Working with Files and APIs (Python)¶
Version: 0.2 Year: 2026
Copyright Notice¶
Copyright (c) 2025-2026 Ryan Thomas Robson / Robworks Software LLC. Licensed under CC BY-NC-ND 4.0. You may share this material for non-commercial purposes with attribution, but you may not distribute modified versions.
Sysadmin automation usually boils down to two things: reading data from somewhere and acting on it. The "somewhere" is either the local filesystem (config files, logs, CSVs) or a remote API (monitoring services, cloud providers, notification systems). Python handles both with clean, consistent patterns.
Local File Operations¶
Python uses the context manager pattern (with statement) to handle files safely. The file is guaranteed to close when the block exits, even if an error occurs mid-read.
Reading and Writing¶
open() is the built-in function for file access.
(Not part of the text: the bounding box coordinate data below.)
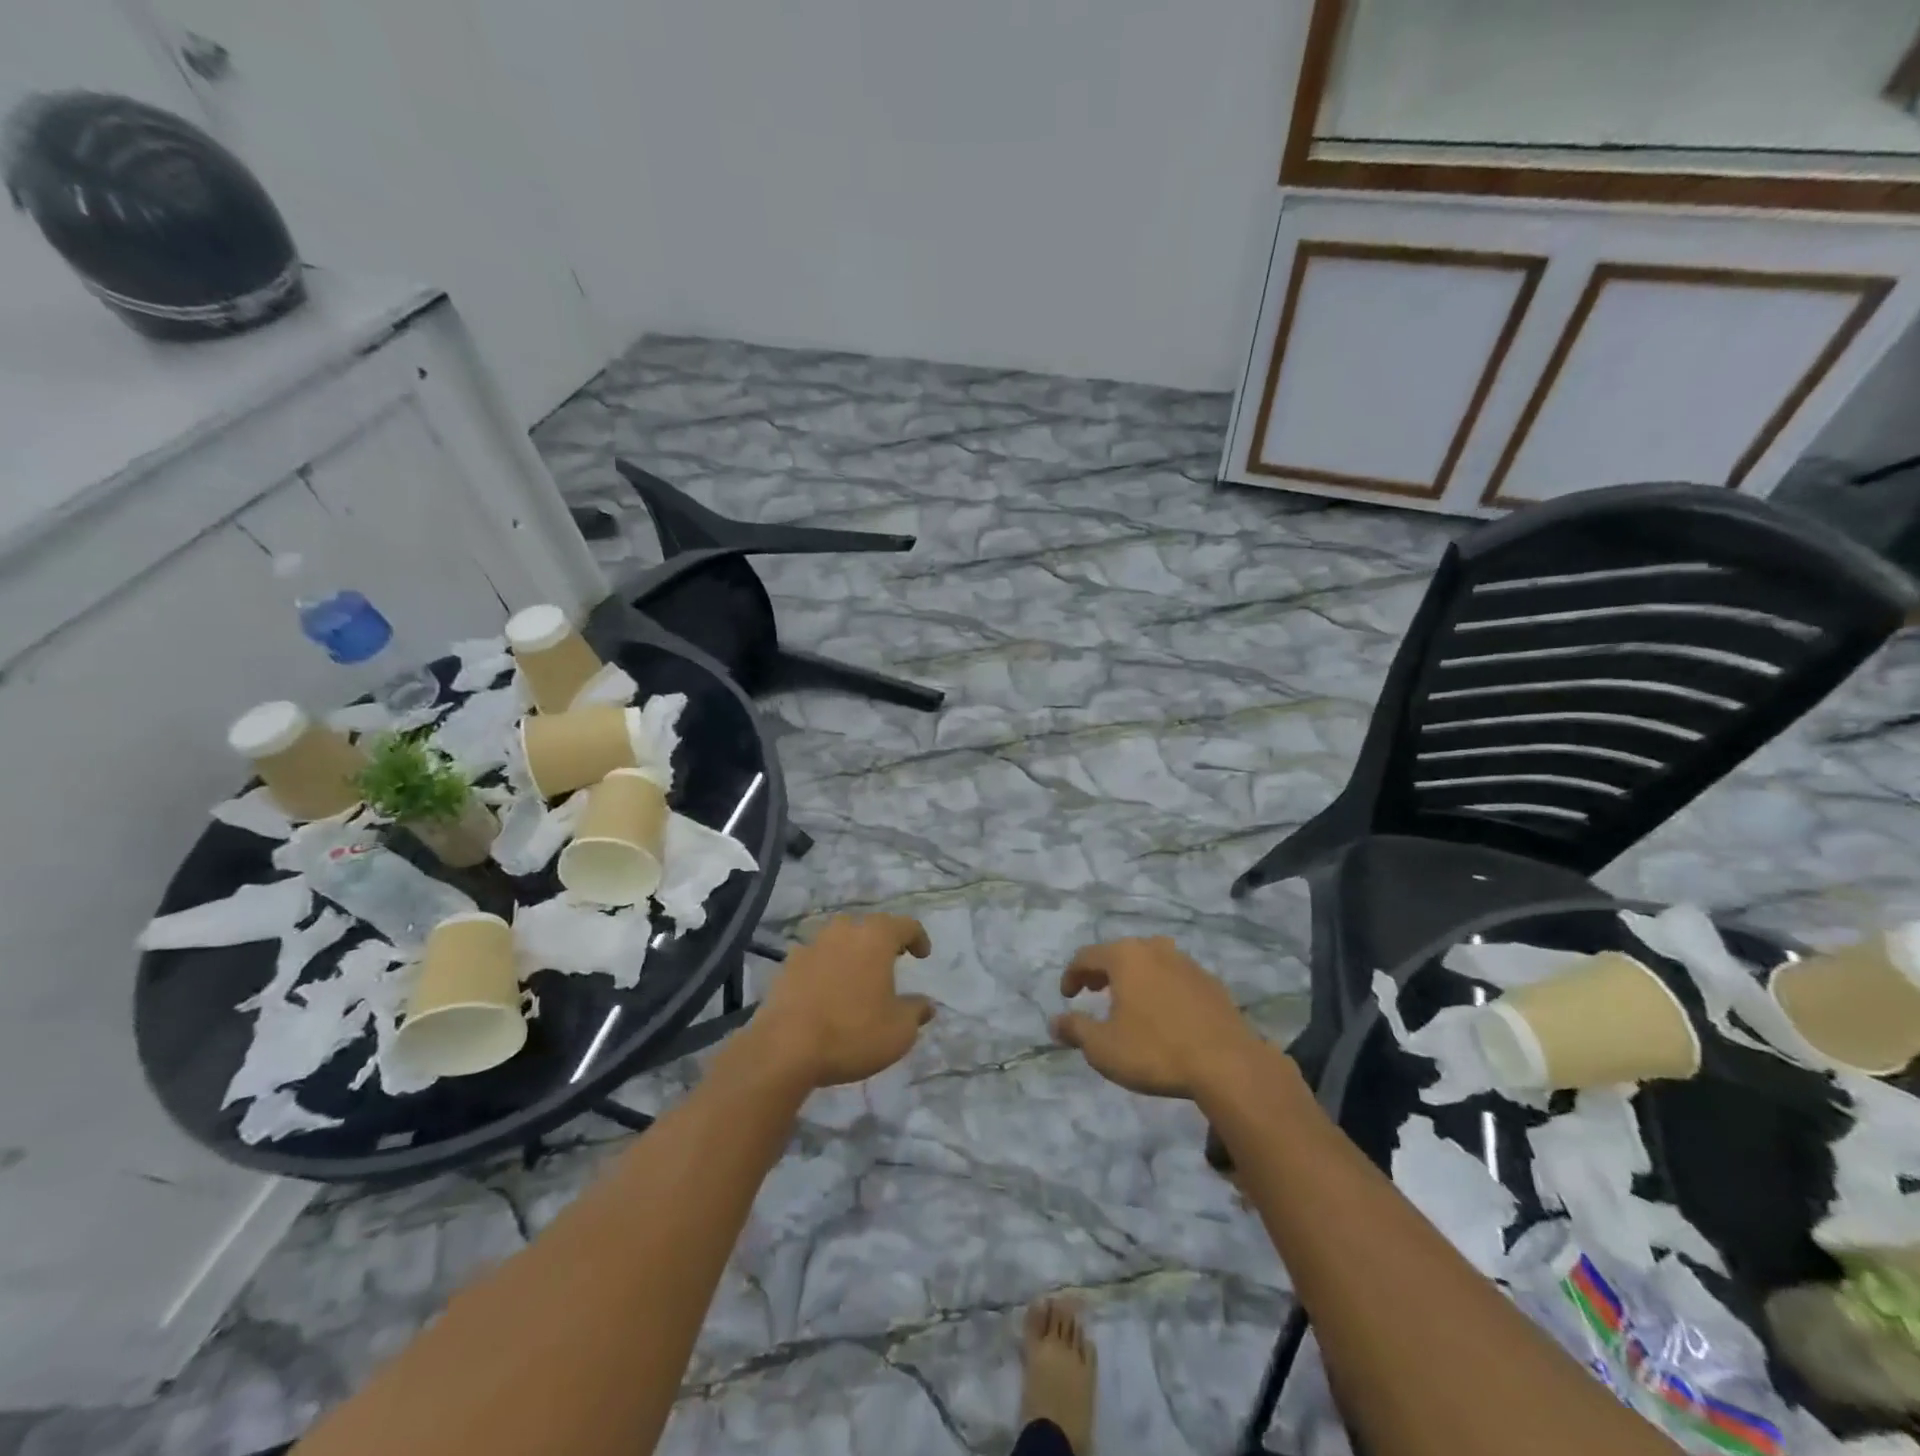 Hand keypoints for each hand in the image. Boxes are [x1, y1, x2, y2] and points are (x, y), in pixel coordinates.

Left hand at [750, 914, 934, 1089]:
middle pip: (868, 927)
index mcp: (875, 938)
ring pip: (839, 939)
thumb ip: (916, 1012)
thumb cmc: (852, 1032)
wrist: (785, 1048)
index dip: (918, 937)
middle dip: (882, 941)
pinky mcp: (787, 966)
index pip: (905, 925)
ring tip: (858, 975)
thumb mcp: (899, 1031)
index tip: (923, 955)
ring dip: (852, 952)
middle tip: (892, 960)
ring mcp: (812, 946)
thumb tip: (925, 1004)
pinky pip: (815, 958)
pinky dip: (826, 968)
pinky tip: (827, 990)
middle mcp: (843, 932)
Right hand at [1052, 937, 1258, 1098]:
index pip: (1086, 956)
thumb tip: (1054, 1021)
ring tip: (1127, 1001)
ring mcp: (1186, 962)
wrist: (1227, 1064)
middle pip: (1119, 953)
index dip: (1071, 975)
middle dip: (1102, 972)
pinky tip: (1163, 1012)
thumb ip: (1075, 1030)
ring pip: (1149, 961)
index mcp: (1125, 956)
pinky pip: (1174, 976)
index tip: (1067, 997)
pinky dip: (1160, 987)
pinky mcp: (1210, 982)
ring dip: (1133, 977)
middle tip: (1093, 992)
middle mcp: (1154, 949)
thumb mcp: (1103, 1048)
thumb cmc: (1155, 1051) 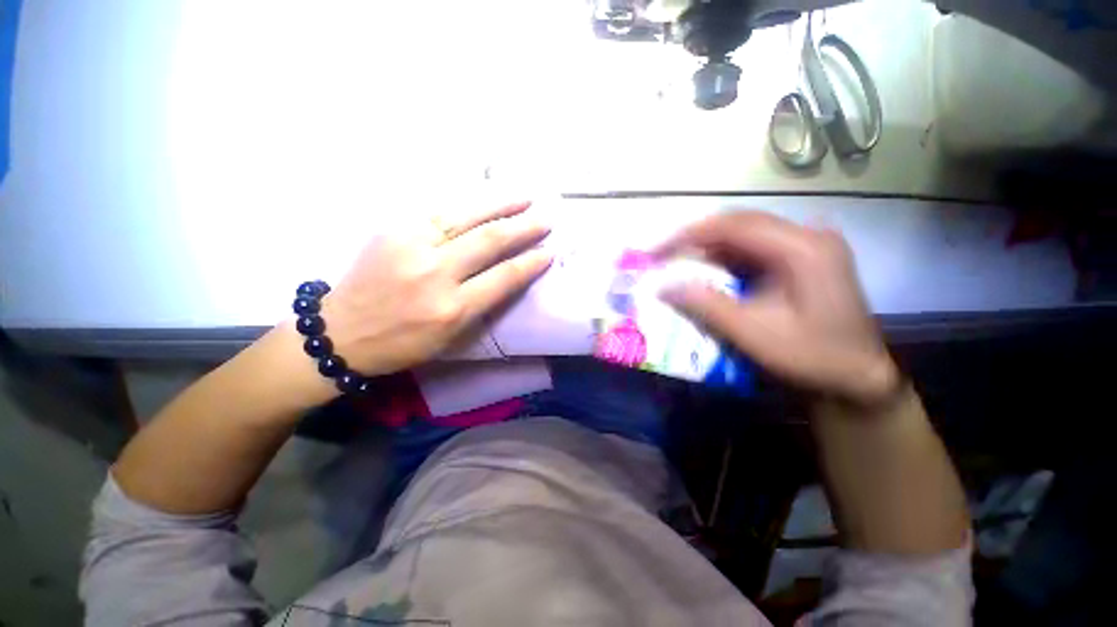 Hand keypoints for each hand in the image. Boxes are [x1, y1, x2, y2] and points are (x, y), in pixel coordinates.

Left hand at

# Read an entire file into a string
with open("/etc/hostname", "r") as f:
hostname = f.read().strip()
# Read line by line (memory-efficient for large files)
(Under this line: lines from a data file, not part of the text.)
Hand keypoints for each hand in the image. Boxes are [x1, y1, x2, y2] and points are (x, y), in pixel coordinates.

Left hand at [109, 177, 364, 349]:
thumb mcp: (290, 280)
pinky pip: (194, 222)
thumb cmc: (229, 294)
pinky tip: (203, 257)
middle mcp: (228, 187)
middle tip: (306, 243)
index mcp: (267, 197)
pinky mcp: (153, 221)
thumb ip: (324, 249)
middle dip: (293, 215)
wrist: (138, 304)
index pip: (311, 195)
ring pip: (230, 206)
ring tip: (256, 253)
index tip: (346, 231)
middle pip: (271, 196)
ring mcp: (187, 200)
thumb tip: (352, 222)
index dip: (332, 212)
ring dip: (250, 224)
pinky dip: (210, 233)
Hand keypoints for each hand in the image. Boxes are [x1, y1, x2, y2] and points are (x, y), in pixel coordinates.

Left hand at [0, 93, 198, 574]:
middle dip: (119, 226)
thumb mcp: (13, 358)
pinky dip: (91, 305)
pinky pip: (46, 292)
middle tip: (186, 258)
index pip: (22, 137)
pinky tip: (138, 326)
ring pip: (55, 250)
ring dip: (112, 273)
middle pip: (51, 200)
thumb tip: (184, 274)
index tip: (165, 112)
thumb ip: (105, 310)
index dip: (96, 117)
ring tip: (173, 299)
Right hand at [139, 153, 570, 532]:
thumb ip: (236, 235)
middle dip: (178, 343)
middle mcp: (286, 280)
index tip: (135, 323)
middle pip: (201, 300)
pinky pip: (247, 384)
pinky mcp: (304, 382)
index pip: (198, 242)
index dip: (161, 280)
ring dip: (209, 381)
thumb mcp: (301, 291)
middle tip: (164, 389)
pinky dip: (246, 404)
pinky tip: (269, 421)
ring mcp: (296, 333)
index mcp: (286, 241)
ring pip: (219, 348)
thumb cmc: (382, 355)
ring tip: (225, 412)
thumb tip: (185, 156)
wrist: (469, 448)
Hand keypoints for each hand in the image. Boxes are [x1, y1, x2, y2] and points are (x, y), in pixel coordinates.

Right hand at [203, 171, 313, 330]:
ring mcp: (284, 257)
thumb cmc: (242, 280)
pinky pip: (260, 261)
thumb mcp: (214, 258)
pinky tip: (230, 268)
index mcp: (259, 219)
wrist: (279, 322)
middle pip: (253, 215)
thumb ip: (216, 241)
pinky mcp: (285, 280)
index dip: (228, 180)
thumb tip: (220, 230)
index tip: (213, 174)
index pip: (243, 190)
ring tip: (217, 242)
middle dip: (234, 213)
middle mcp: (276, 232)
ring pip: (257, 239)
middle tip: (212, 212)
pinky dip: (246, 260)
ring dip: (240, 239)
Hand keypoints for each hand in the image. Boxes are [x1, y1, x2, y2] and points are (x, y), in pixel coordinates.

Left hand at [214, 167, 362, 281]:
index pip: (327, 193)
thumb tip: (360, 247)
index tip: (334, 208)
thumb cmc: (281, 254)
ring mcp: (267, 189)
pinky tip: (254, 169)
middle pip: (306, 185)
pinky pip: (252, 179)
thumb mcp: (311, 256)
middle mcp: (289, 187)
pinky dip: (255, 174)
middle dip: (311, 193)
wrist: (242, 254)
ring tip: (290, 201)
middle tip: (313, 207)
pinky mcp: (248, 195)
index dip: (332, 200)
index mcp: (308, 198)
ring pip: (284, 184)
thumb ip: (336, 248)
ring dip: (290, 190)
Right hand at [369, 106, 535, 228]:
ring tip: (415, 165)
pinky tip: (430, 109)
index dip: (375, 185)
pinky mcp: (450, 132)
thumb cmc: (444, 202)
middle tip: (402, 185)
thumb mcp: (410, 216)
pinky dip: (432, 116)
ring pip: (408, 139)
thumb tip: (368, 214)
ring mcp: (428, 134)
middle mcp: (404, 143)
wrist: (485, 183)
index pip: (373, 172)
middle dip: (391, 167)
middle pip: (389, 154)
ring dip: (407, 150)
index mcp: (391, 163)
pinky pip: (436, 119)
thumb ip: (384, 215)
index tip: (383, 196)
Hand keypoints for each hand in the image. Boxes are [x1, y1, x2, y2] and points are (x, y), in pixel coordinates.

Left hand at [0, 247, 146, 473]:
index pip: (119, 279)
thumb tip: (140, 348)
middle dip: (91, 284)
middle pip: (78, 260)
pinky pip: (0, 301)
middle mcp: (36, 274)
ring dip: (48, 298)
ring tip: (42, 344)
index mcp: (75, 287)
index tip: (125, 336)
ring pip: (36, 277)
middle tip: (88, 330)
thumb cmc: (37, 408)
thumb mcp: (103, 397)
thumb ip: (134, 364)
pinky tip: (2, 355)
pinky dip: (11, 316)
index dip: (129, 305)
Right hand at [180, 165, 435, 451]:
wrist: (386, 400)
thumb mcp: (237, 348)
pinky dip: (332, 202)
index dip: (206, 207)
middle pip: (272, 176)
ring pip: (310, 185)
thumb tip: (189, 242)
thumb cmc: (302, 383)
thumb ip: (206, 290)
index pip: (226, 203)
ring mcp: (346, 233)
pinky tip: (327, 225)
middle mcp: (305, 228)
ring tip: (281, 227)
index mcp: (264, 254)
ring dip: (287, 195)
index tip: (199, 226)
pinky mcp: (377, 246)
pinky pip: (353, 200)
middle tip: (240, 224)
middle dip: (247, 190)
with open("/var/log/auth.log", "r") as f:
for line in f:
if "Failed password" in line:
print(line.strip())
# Write to a file (overwrites existing content)
with open("inventory.txt", "w") as f:
f.write("web01\nweb02\ndb01\n")
# Append to an existing file
with open("audit.log", "a") as f:
f.write("2026-03-25: Updated server inventory.\n")
File Modes¶
| Mode | Description | Creates File? | Truncates? |
|---|---|---|---|
"r" |
Read (text) | No - raises FileNotFoundError | No |
"w" |
Write (text) | Yes | Yes - empties the file |
"a" |
Append (text) | Yes | No - adds to end |
"x" |
Exclusive create | Yes - raises FileExistsError if exists | N/A |
"rb" |
Read (binary) | No | No |
"wb" |
Write (binary) | Yes | Yes |
Binary modes ("rb", "wb") are needed for non-text files: images, compressed archives, protocol buffers, database dumps.
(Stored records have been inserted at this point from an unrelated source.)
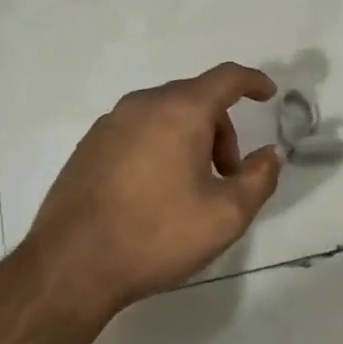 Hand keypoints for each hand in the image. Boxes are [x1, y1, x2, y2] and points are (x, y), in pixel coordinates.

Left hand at [21, 62, 282, 310]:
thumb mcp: (226, 216)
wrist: (71, 265)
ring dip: (189, 139)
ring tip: (191, 188)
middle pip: (195, 98)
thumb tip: (270, 154)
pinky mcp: (88, 146)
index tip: (268, 94)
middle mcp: (142, 105)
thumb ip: (259, 178)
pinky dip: (159, 146)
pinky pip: (137, 131)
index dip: (253, 82)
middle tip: (228, 174)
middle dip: (221, 129)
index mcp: (179, 111)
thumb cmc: (156, 235)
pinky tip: (154, 191)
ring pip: (164, 115)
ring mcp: (110, 123)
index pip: (226, 78) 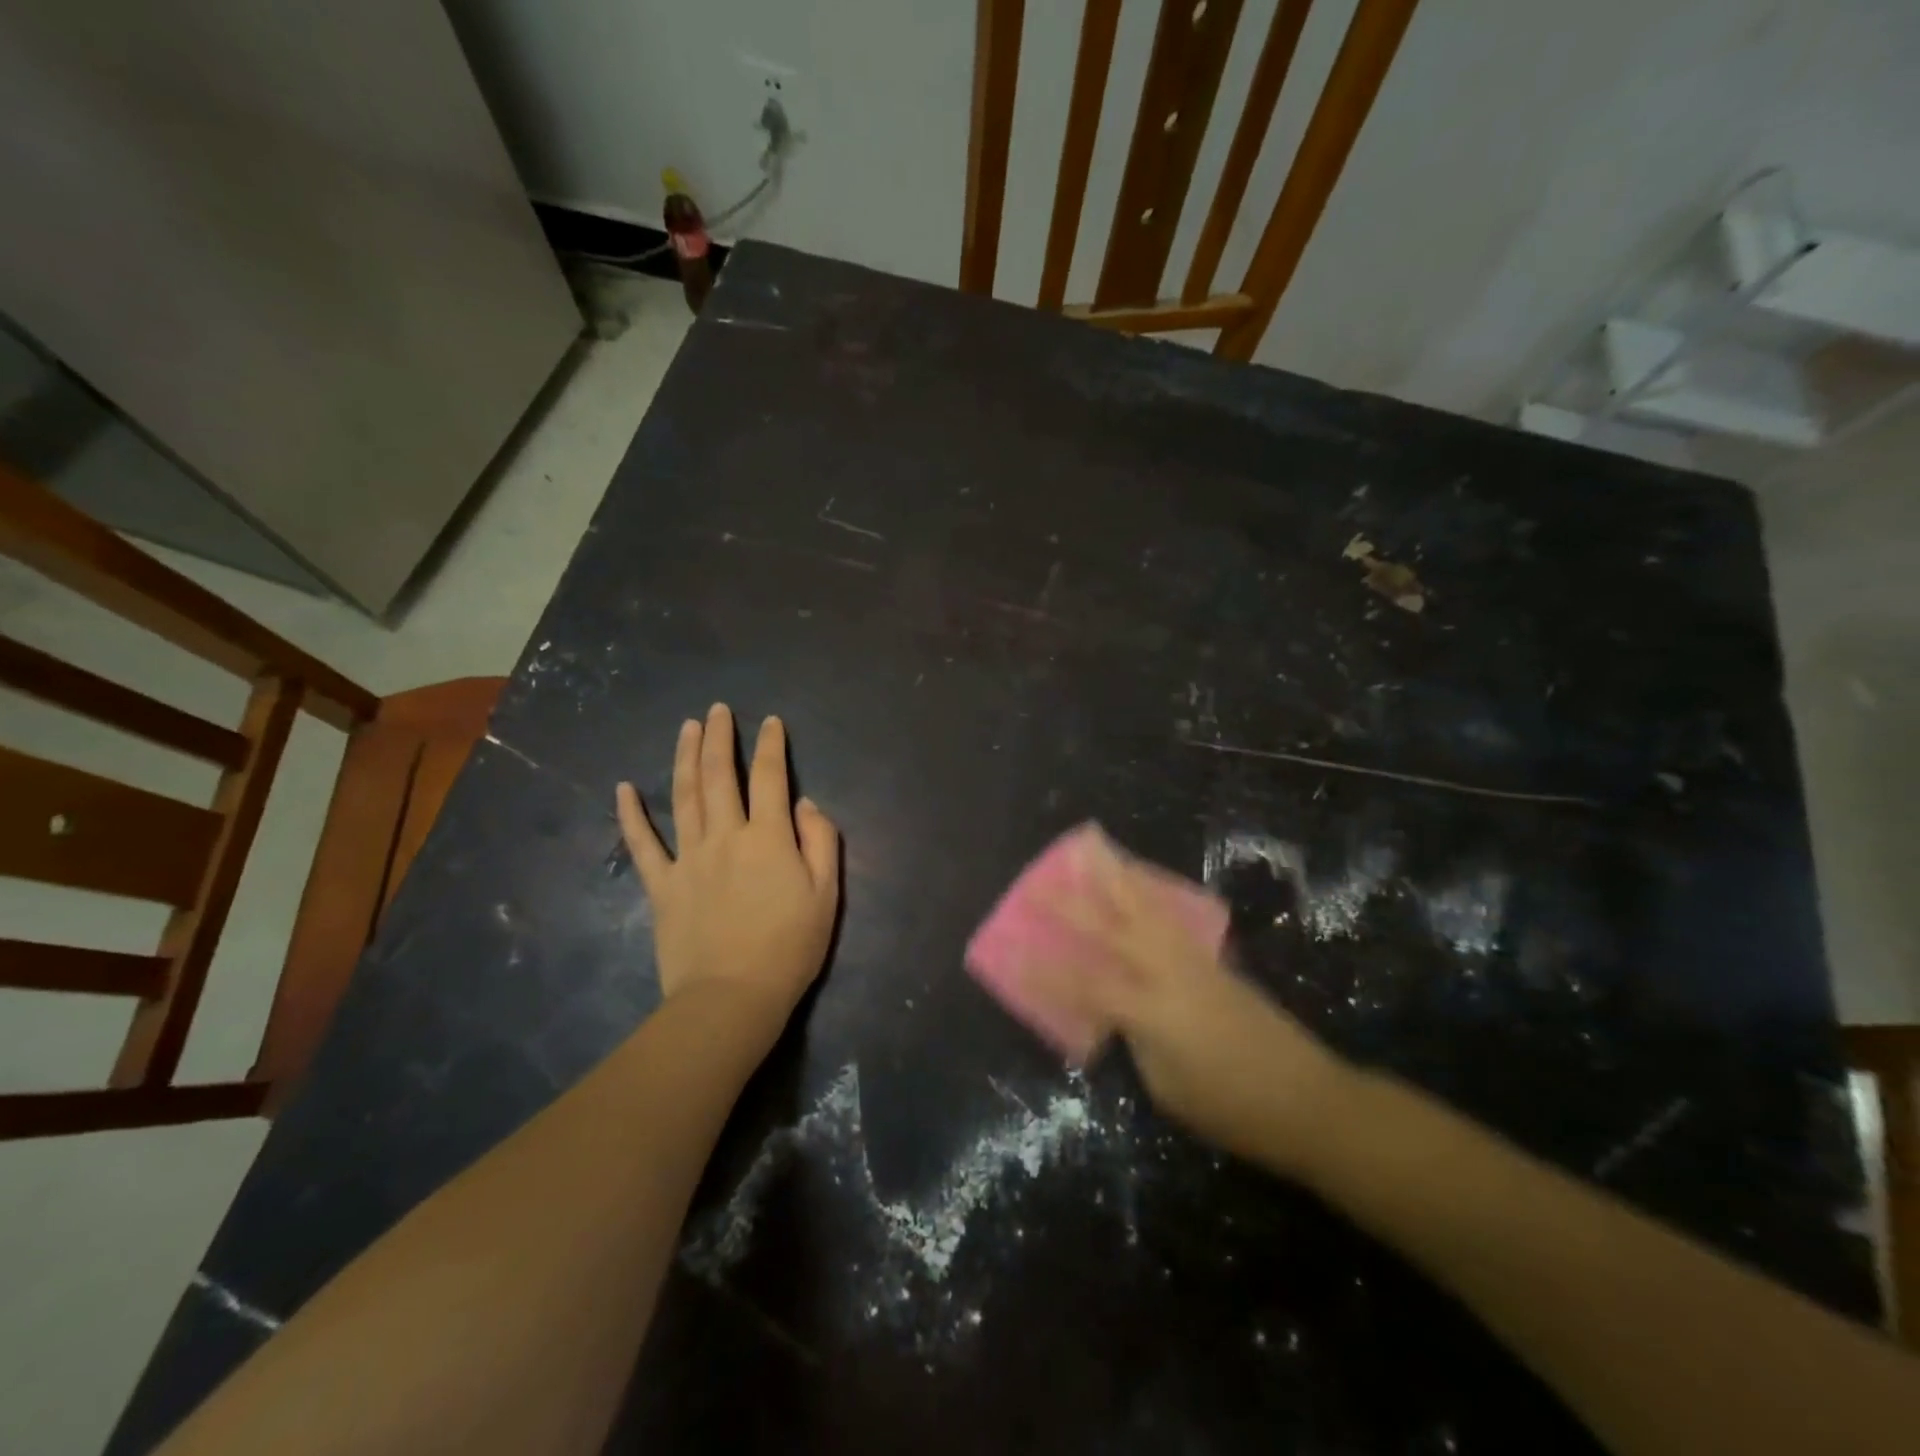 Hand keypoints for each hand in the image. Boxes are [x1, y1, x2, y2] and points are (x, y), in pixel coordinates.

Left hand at [616, 704, 838, 1046]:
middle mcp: (725, 836)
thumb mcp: (826, 895)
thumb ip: (821, 842)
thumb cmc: (789, 948)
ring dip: (684, 757)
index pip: (770, 778)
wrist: (732, 998)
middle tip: (718, 710)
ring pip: (683, 796)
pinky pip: (642, 843)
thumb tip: (804, 804)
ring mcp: (688, 858)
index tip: (770, 722)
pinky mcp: (662, 885)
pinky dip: (631, 814)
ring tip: (687, 727)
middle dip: (720, 738)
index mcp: (768, 837)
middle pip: (719, 776)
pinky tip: (623, 787)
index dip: (771, 746)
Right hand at [1036, 842, 1350, 1175]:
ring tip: (1092, 850)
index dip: (1044, 969)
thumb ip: (1135, 1040)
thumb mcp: (1167, 1087)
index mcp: (1152, 1009)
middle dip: (1071, 904)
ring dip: (1114, 876)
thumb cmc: (1233, 1109)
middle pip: (1112, 927)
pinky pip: (1169, 915)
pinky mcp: (1211, 960)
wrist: (1309, 1099)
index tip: (1012, 949)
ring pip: (1146, 907)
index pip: (1085, 982)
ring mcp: (1194, 960)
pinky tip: (1137, 881)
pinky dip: (1147, 892)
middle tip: (1038, 881)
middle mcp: (1169, 972)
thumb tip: (1116, 1013)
Modern Path Handling with pathlib¶
The pathlib module (Python 3.4+) provides an object-oriented interface for filesystem paths. It's cleaner and more portable than string manipulation with os.path.
from pathlib import Path
# Build paths without worrying about separators
log_dir = Path("/var/log")
auth_log = log_dir / "auth.log" # PosixPath('/var/log/auth.log')
# Check existence and type
auth_log.exists() # True
auth_log.is_file() # True
log_dir.is_dir() # True
# Read and write in one step
content = auth_log.read_text()
Path("output.txt").write_text("hello\n")
# List directory contents
for p in log_dir.iterdir():
if p.suffix == ".log":
print(f"{p.name}: {p.stat().st_size} bytes")
# Glob for pattern matching
for p in log_dir.glob("*.log"):
print(p)
# Recursive glob
for p in Path("/etc").rglob("*.conf"):
print(p)
Prefer pathlib over os.path
os.path.join("/var", "log", "auth.log") works, but Path("/var") / "log" / "auth.log" is more readable and gives you methods like .read_text(), .exists(), and .glob() for free. Most modern Python code and libraries accept Path objects wherever a string path works.
Working with JSON¶
JSON is the standard format for configuration files and API responses. Python's json module converts JSON strings to Python dictionaries and lists, and vice versa.
import json
# Parse a JSON file
with open("config.json") as f:
config = json.load(f) # File -> dict/list
# Parse a JSON string
raw = '{"status": "ok", "count": 42}'
data = json.loads(raw) # String -> dict/list
# Write Python data as JSON
new_config = {"debug": True, "port": 8080, "hosts": ["web01", "web02"]}
with open("settings.json", "w") as f:
json.dump(new_config, f, indent=2) # indent for human-readable output
# Convert Python data to a JSON string
json_str = json.dumps(new_config, indent=2)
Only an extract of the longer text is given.